Lin afirmou que Pequim “deseja sinceramente estabilidade e prosperidade” à nação caucasiana.
“A China está disposta a trabalhar com a parte georgiana para impulsionar as relações entre os dois países”, acrescentou o porta-voz.
Na segunda-feira, os Estados Unidos exigiram que as autoridades georgianas investigassem alegadas irregularidades eleitorais.
De acordo com os dados oficiais, o partido Georgian Dream, liderado pelo primeiro-ministro Irakli Kobajidze, que, segundo a oposição, é próximo do Kremlin, venceu as eleições com mais de 53% dos votos.

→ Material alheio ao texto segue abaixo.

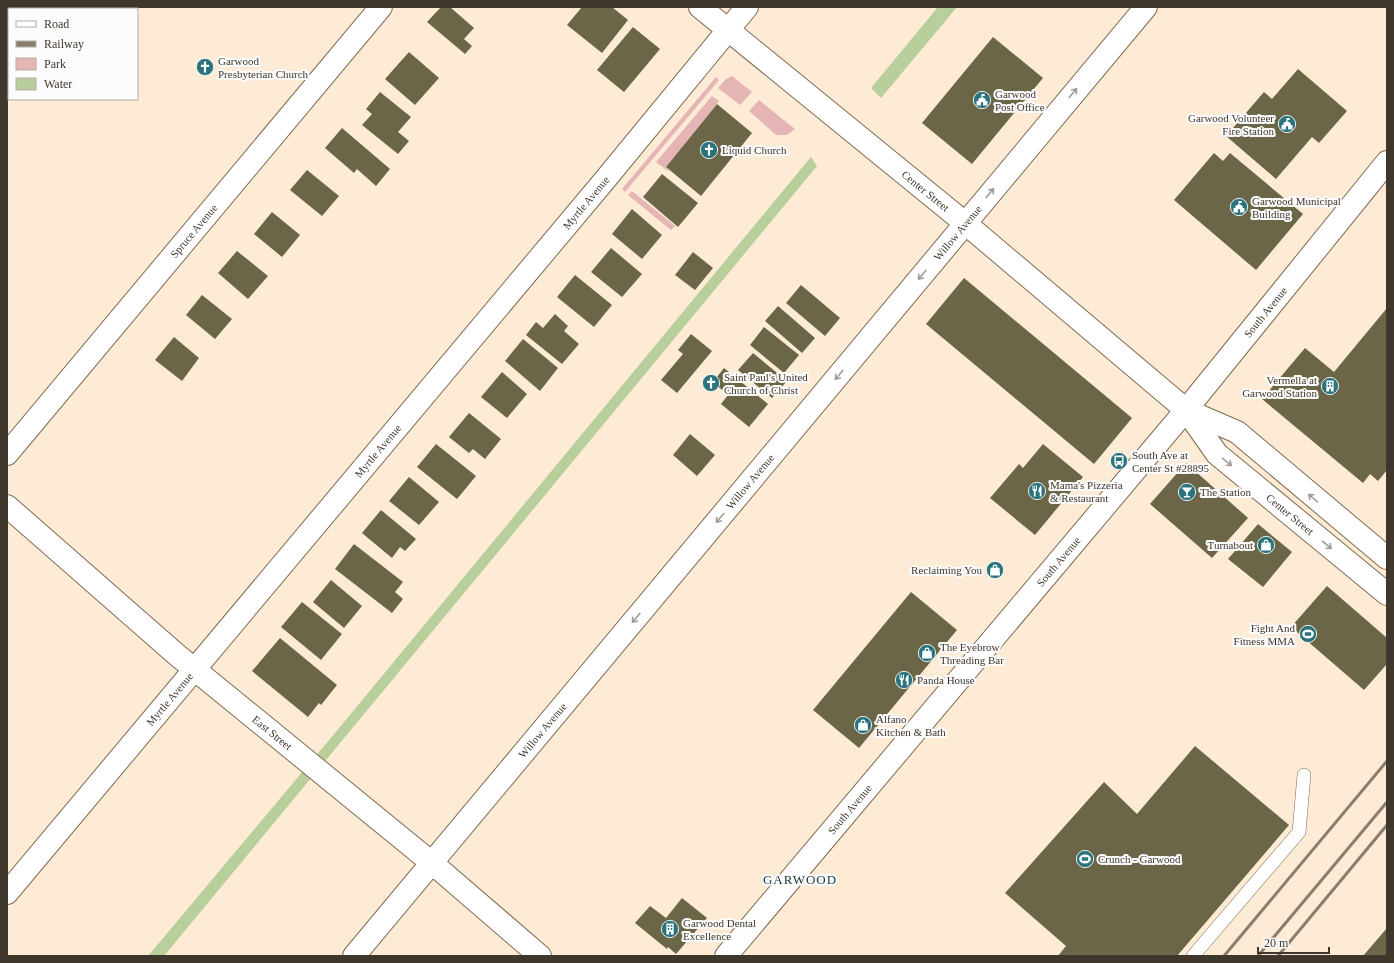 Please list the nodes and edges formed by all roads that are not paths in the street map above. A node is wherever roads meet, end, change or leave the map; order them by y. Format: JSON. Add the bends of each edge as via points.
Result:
{"nodes":[{"id":1,"x":381,"y":7,"type":"edge"},
{"id":2,"x":700,"y":7,"type":"edge"},
{"id":3,"x":747,"y":7,"type":"edge"},
{"id":4,"x":1146,"y":7,"type":"edge"},
{"id":5,"x":727,"y":30,"type":"junction"},
{"id":6,"x":1387,"y":162,"type":"edge"},
{"id":7,"x":965,"y":223,"type":"junction"},
{"id":8,"x":1186,"y":410,"type":"junction"},
{"id":9,"x":7,"y":454,"type":"edge"},
{"id":10,"x":7,"y":506,"type":"edge"},
{"id":11,"x":1387,"y":558,"type":"edge"},
{"id":12,"x":1387,"y":594,"type":"edge"},
{"id":13,"x":194,"y":668,"type":"junction"},
{"id":14,"x":1304,"y":775,"type":"dead end"},
{"id":15,"x":432,"y":863,"type":"junction"},
{"id":16,"x":7,"y":893,"type":"edge"},
{"id":17,"x":354,"y":956,"type":"edge"},
{"id":18,"x":540,"y":956,"type":"edge"},
{"id":19,"x":726,"y":956,"type":"edge"},
{"id":20,"x":1193,"y":956,"type":"edge"}],
"edges":[{"from":1,"to":9,"type":"street","name":"Spruce Avenue"},
{"from":2,"to":5,"type":"street","name":"Center Street"},
{"from":3,"to":5,"type":"street","name":"Myrtle Avenue"},
{"from":7,"to":4,"type":"street","name":"Willow Avenue","one_way":true},
{"from":5,"to":7,"type":"street","name":"Center Street"},
{"from":5,"to":13,"type":"street","name":"Myrtle Avenue","via":[[604,181]]},
{"from":6,"to":8,"type":"street","name":"South Avenue"},
{"from":7,"to":8,"type":"street","name":"Center Street"},
{"from":7,"to":15,"type":"street","name":"Willow Avenue","one_way":true},
{"from":11,"to":8,"type":"street","name":"Center Street","one_way":true,"via":[[1237,432]]},
{"from":8,"to":12,"type":"street","name":"Center Street","one_way":true,"via":[[1217,454]]},
{"from":8,"to":19,"type":"street","name":"South Avenue"},
{"from":10,"to":13,"type":"street","name":"East Street"},
{"from":13,"to":15,"type":"street","name":"East Street"},
{"from":13,"to":16,"type":"street","name":"Myrtle Avenue"},
{"from":14,"to":20,"type":"lane","via":[[1299,832]]},
{"from":15,"to":17,"type":"street","name":"Willow Avenue"},
{"from":15,"to":18,"type":"street","name":"East Street"}]}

Tanto a Presidente da Geórgia, a pró-europeia Salome Zurabizhvili, que está em desacordo com o primeiro-ministro, como os quatro blocos da oposição, rejeitaram os resultados.
As relações entre o governo georgiano e o Ocidente têm sido tensas desde a adoção, este ano, da Lei sobre a Transparência da Influência Estrangeira, que a oposição georgiana considera semelhante à que foi aprovada na Rússia para reprimir a sociedade civil.